Vere's support and nearness were welcome to me. His tact let me rest in the mute inaction necessary to recovery, while my body, astonished that it still lived, hesitatingly resumed the task of life. Somehow he reassured and directed Phillida. Presently she was busied with the coffee apparatus in the corner of the room.
It was too much weariness even to turn my eyes aside from the expanse of the table before me. The vase was upset, I noted, as I had seemed to see it. The spray of purple heliotrope Phillida had put there the day before lay among the wet sheets of music. The Book of Hermas lay open at the page I had last turned, the rosy lamplight upon the text.
"Behold, I saw a great Beast that he might devour a city—whose name is Hegrin. Thou hast escaped—because thou didst not fear for so terrible a Beast. If, therefore, ye shall have prepared yourselves, yet may escape——"
What did they mean, the old, old words men have rejected? What had Hermas glimpsed in his visions? How many men are written down liars because they traveled in strange lands indeed, and explorers, strove to report what they had seen? Who before me had stood at the Barrier and set foot on the Frontier between the worlds?
The fog still dense outside was whitening with daybreak. A few hours while the sun ran its course once more for me, then night again, bringing completion of the menace. I recognized that this delay could not affect the end. Perhaps it would have been easier if all had finished for me tonight, easier if Vere and Phillida had not found me in time to bring me back.

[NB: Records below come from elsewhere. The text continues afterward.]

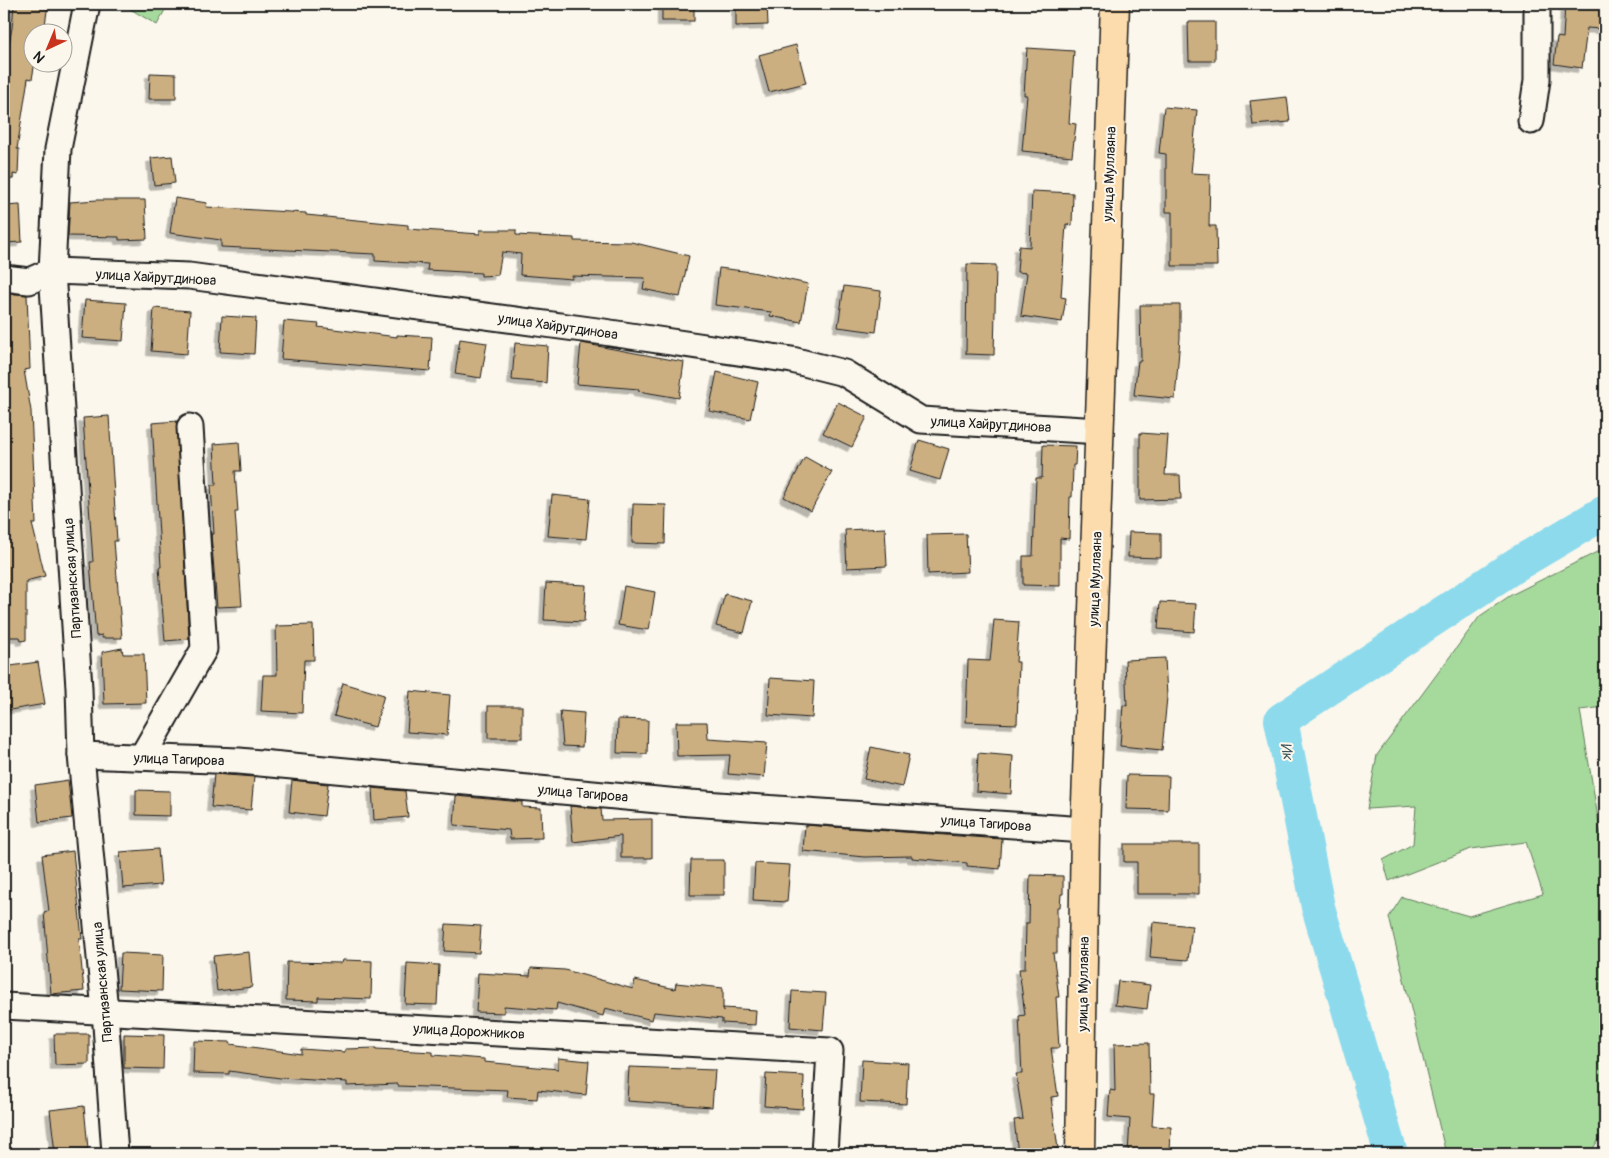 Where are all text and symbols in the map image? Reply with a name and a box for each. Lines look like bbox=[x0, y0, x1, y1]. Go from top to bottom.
north arrow bbox=[22, 22, 72, 72]
text: N bbox=[30, 48, 49, 66]
street label: улица Муллаяна bbox=[1099, 126, 1120, 223]
street label: улица Хайрутдинова bbox=[94, 266, 217, 289]
street label: улица Хайрутдинова bbox=[496, 310, 619, 343]
street label: улица Хайрутдинова bbox=[929, 413, 1052, 436]
street label: Партизанская улица bbox=[60, 517, 85, 639]
street label: улица Муллаяна bbox=[1085, 531, 1106, 628]
water label: Ик bbox=[1276, 741, 1298, 762]
street label: улица Тагирова bbox=[132, 749, 225, 770]
street label: улица Тагирова bbox=[536, 781, 629, 806]
street label: улица Тагирова bbox=[939, 812, 1032, 835]
street label: Партизанская улица bbox=[89, 921, 116, 1043]
street label: улица Муллаяна bbox=[1074, 936, 1093, 1033]
street label: улица Дорожников bbox=[412, 1020, 525, 1043] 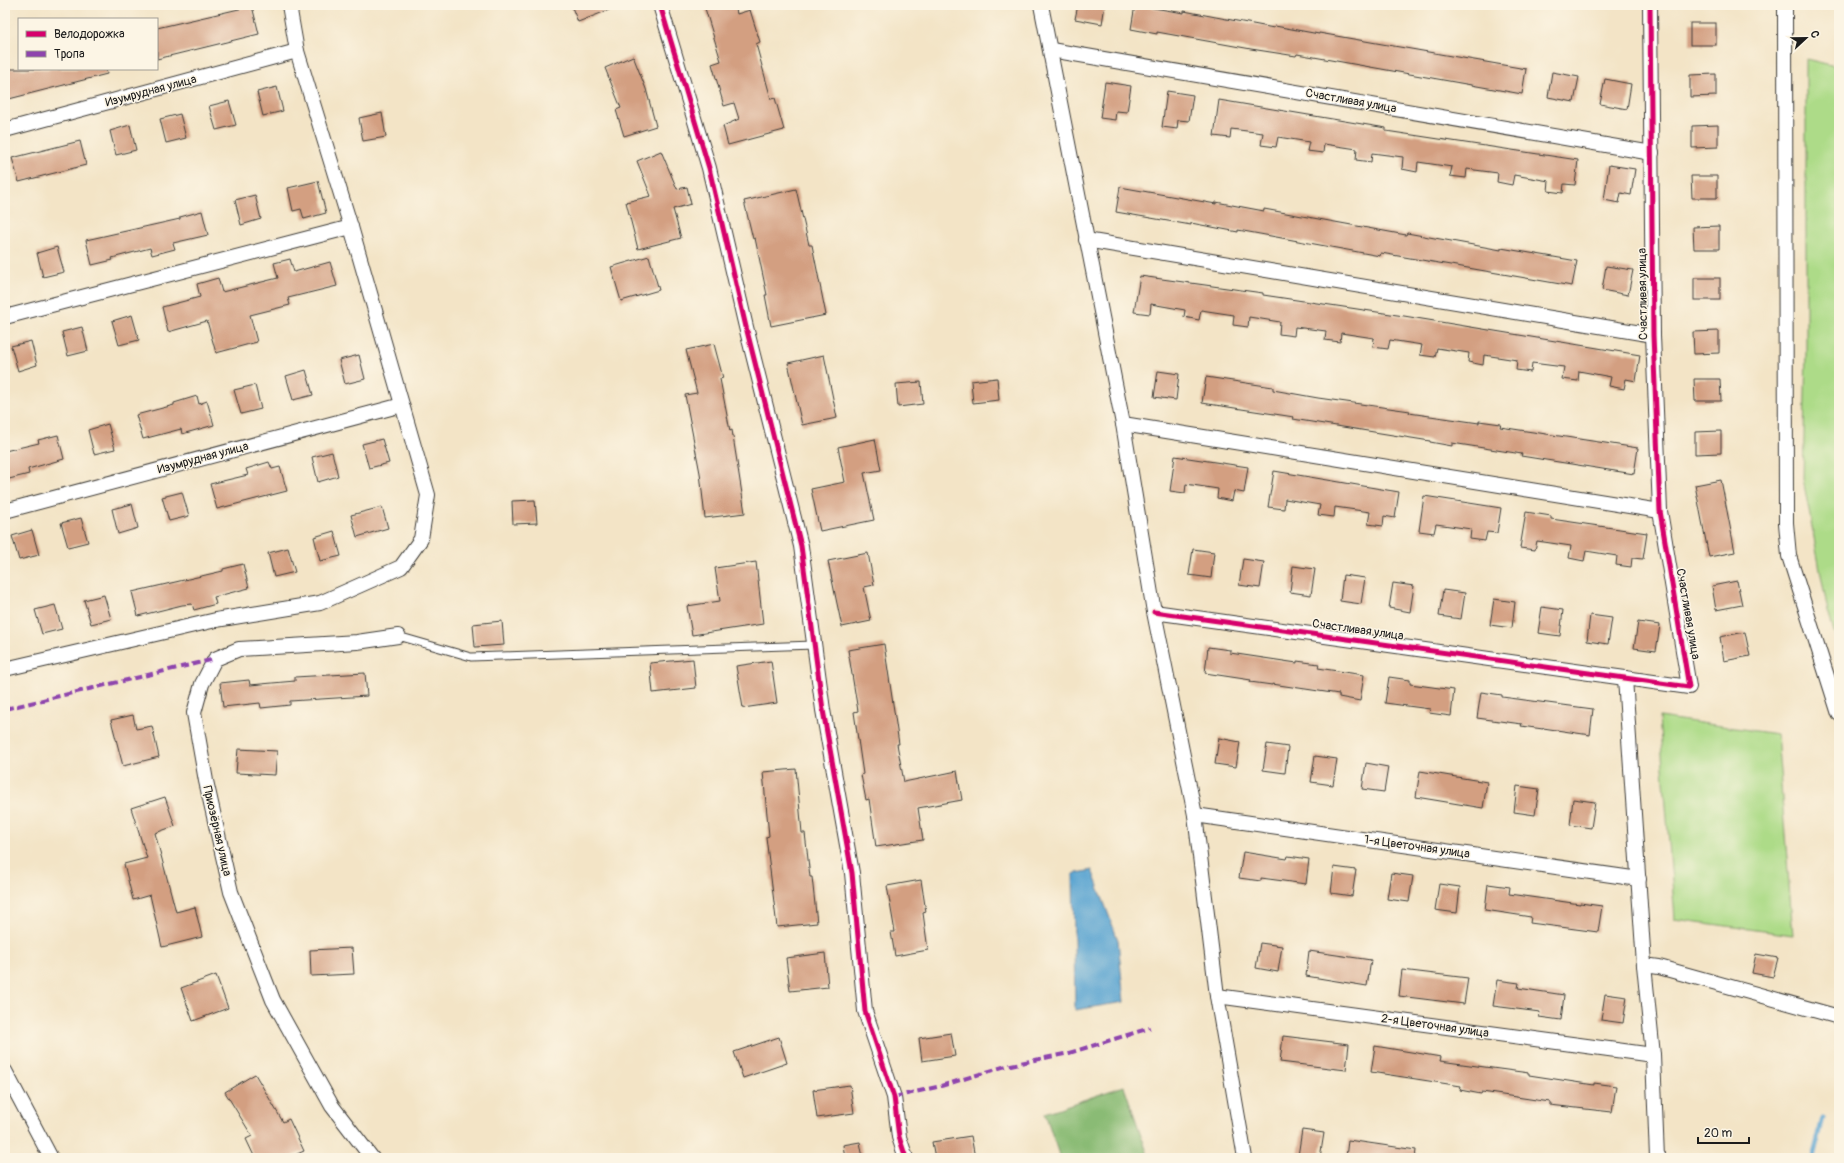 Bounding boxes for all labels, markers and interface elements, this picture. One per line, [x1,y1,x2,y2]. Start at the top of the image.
legend [18,18,158,70]
north arrow [1786,18,1826,58]
text: Велодорожка [54,27,125,42]
text: С [1808,29,1822,40]
text: Тропа [54,47,85,62]
street label: Изумрудная улица [104,72,199,110]
street label: Счастливая улица [1304,86,1398,116]
street label: Счастливая улица [1635,247,1651,340]
street label: Изумрудная улица [156,439,251,477]
street label: Счастливая улица [1673,567,1703,661]
street label: Счастливая улица [1311,616,1405,644]
street label: Приозёрная улица [199,784,235,878]
street label: 1-я Цветочная улица [1363,832,1471,862]
street label: 2-я Цветочная улица [1380,1011,1490,1041]
scale bar [1698,1119,1749,1145]
text: 20 m [1704,1126,1733,1141]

How had they found out my condition? Wonder stirred under my lethargy. Had I called or cried out? It did not seem that I could have done so. Certainly I had not tried! I was not quite so poor an adventurer as that.
Phillida was back with a cup of steaming black coffee, tiptoeing in her anxiety and questioning Vere with her eyes. He took the cup, stooping to receive my glance of assent to the new medicine.
The brandy had stimulated, but sickened me. The coffee revived me so much that I was able to take the second cup without Vere's help. When I had walked up and down the room a few times, leaning on his arm, life had taken me back, if only for a little while.
The two nurses were so good in their care of me that our first words were of my gratitude to them. Then my curiosity found voice.